### What needs to be done
The answer must consist of every line in the data below that holds the word "الرحمن".

*** Data in this exercise Section Begins ***

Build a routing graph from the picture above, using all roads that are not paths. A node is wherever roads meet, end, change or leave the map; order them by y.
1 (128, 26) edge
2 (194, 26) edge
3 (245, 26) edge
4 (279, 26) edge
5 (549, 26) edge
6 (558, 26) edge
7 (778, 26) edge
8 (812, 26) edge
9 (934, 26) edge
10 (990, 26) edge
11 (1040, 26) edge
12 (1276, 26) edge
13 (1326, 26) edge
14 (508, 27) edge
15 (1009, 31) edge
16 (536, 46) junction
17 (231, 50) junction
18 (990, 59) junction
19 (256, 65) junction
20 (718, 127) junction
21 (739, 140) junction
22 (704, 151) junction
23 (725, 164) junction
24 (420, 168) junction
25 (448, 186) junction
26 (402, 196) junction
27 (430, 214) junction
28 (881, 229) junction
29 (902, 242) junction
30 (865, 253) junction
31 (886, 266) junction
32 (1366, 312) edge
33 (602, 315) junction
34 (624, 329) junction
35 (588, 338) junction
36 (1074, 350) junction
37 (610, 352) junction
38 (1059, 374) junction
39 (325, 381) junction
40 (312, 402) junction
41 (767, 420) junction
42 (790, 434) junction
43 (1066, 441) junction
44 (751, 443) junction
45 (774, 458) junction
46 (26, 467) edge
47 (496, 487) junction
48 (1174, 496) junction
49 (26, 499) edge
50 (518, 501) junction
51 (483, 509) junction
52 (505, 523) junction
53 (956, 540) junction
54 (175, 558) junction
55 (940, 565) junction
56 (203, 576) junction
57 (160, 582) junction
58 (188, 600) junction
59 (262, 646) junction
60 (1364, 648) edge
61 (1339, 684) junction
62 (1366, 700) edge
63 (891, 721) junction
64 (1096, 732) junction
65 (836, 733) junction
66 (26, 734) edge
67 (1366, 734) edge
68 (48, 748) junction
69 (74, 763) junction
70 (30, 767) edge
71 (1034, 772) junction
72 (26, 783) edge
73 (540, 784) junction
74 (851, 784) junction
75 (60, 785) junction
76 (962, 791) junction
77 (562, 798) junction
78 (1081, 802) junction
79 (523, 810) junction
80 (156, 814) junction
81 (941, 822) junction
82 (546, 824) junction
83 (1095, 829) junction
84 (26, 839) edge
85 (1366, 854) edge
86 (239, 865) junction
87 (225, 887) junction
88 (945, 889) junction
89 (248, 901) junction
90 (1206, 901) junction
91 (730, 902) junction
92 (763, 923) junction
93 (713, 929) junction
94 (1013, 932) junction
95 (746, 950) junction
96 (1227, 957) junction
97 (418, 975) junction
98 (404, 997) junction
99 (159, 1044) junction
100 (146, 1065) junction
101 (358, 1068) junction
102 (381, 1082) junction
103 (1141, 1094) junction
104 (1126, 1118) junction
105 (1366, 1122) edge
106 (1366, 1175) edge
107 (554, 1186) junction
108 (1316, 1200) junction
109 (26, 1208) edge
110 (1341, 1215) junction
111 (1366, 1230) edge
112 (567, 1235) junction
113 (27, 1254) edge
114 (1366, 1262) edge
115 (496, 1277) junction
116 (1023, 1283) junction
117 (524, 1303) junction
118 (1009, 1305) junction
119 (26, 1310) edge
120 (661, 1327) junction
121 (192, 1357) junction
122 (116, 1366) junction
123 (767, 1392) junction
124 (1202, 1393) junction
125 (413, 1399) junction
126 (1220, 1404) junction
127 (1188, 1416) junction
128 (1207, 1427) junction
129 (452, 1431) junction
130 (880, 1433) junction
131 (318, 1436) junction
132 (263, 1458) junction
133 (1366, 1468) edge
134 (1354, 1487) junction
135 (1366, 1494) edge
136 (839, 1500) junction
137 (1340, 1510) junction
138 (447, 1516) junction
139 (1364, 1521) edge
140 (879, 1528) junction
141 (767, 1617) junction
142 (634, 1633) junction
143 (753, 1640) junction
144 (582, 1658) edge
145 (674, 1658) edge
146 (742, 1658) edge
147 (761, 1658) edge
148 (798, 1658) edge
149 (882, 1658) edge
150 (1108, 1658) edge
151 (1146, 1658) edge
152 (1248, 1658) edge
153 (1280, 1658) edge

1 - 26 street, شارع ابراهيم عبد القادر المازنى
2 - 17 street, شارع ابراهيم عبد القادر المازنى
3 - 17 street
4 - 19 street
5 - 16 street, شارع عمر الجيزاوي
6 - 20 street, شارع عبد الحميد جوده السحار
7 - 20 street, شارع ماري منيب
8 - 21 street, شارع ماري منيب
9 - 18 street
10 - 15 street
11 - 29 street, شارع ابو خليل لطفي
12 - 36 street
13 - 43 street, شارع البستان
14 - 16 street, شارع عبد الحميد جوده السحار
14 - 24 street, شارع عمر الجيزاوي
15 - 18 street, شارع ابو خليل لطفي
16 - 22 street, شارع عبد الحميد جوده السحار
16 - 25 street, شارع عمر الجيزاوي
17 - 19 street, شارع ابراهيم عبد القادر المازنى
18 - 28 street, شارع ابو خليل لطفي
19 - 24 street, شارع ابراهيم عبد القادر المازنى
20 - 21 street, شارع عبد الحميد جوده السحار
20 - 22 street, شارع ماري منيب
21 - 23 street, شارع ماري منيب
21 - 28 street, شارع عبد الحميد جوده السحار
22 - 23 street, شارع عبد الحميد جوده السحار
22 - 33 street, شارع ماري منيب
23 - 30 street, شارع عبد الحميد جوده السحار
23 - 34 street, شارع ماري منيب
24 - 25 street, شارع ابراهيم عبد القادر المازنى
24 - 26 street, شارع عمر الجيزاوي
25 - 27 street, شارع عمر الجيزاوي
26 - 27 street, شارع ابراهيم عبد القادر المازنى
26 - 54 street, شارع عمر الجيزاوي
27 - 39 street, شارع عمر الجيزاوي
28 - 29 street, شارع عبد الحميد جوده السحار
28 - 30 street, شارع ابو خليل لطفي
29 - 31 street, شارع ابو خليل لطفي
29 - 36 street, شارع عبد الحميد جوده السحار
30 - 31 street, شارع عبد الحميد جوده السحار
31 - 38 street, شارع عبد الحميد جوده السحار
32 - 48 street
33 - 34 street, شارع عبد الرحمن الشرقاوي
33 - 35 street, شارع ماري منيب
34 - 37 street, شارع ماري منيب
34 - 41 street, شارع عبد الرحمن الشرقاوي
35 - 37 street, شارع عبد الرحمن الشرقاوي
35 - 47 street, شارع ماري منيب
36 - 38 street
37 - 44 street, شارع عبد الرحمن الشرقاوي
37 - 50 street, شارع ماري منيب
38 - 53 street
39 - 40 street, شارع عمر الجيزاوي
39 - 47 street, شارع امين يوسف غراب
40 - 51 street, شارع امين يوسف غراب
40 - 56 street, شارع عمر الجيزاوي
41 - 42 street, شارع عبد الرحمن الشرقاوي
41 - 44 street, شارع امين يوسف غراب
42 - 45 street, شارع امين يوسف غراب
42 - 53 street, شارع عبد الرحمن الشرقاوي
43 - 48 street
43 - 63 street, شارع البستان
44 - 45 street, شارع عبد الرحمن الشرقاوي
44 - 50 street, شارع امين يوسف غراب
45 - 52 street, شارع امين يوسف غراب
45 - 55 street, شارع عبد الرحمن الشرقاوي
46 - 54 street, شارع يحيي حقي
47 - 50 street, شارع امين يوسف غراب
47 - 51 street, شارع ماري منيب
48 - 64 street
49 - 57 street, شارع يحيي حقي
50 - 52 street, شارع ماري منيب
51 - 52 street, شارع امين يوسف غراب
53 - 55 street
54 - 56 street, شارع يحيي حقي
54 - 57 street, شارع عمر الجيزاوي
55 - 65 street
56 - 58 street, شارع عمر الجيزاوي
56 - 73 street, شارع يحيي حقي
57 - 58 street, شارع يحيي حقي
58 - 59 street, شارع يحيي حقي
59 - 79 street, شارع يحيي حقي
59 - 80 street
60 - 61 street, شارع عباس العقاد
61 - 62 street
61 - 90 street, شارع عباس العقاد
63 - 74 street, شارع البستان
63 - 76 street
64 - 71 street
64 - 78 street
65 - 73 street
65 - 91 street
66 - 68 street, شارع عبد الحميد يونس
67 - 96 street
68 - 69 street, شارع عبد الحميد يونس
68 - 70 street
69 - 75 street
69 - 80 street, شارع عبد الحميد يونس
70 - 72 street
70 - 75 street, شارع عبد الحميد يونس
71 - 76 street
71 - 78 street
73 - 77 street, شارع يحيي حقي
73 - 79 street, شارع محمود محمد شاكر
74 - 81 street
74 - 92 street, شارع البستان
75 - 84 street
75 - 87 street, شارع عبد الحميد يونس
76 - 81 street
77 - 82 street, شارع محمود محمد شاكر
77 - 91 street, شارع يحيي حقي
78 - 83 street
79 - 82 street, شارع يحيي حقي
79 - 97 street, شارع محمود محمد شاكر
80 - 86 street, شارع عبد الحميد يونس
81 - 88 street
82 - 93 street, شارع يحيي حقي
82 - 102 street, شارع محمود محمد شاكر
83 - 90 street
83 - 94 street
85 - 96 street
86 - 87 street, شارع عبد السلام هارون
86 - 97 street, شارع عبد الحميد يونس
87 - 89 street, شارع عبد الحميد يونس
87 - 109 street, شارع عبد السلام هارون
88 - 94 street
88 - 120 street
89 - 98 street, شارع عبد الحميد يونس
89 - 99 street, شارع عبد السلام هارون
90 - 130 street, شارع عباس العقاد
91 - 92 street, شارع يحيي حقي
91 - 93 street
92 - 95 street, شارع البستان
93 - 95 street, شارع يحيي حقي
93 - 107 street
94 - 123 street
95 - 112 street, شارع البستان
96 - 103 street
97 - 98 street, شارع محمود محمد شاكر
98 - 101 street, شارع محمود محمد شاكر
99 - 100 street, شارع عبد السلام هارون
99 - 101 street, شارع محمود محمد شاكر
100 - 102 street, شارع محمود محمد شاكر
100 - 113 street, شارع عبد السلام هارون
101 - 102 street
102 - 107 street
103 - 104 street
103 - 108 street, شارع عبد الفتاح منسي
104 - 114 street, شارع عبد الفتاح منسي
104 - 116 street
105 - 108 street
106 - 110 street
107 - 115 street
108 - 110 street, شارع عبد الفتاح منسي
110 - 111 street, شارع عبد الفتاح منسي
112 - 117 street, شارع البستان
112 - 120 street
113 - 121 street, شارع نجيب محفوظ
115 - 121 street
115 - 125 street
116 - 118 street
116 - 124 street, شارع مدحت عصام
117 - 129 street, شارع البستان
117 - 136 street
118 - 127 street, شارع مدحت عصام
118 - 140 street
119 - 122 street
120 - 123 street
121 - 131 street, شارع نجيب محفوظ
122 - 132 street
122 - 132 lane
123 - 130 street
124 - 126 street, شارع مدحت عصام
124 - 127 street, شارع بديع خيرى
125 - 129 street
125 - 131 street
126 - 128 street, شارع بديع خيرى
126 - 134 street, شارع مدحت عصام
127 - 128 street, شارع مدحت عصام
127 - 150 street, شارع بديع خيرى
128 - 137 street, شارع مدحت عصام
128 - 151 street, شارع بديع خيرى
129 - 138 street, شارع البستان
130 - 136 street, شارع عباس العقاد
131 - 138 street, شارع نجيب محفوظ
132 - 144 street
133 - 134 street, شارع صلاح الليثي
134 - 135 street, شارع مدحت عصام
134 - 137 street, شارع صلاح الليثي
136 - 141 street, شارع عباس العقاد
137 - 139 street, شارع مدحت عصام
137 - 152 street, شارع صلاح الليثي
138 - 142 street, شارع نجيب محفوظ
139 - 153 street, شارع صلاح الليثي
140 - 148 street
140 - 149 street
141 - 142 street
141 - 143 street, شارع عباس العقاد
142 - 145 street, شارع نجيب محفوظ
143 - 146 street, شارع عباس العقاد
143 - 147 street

*** Data in this exercise Section Ends ***

### Finished task
33 - 34 street, شارع عبد الرحمن الشرقاوي
34 - 41 street, شارع عبد الرحمن الشرقاوي
35 - 37 street, شارع عبد الرحمن الشرقاوي
37 - 44 street, شارع عبد الرحمن الشرقاوي
41 - 42 street, شارع عبد الرحمن الشرقاوي
42 - 53 street, شارع عبد الرحمن الشرقاوي
44 - 45 street, شارع عبد الرحمن الشرقاوي
45 - 55 street, شارع عبد الرحمن الشرقاوي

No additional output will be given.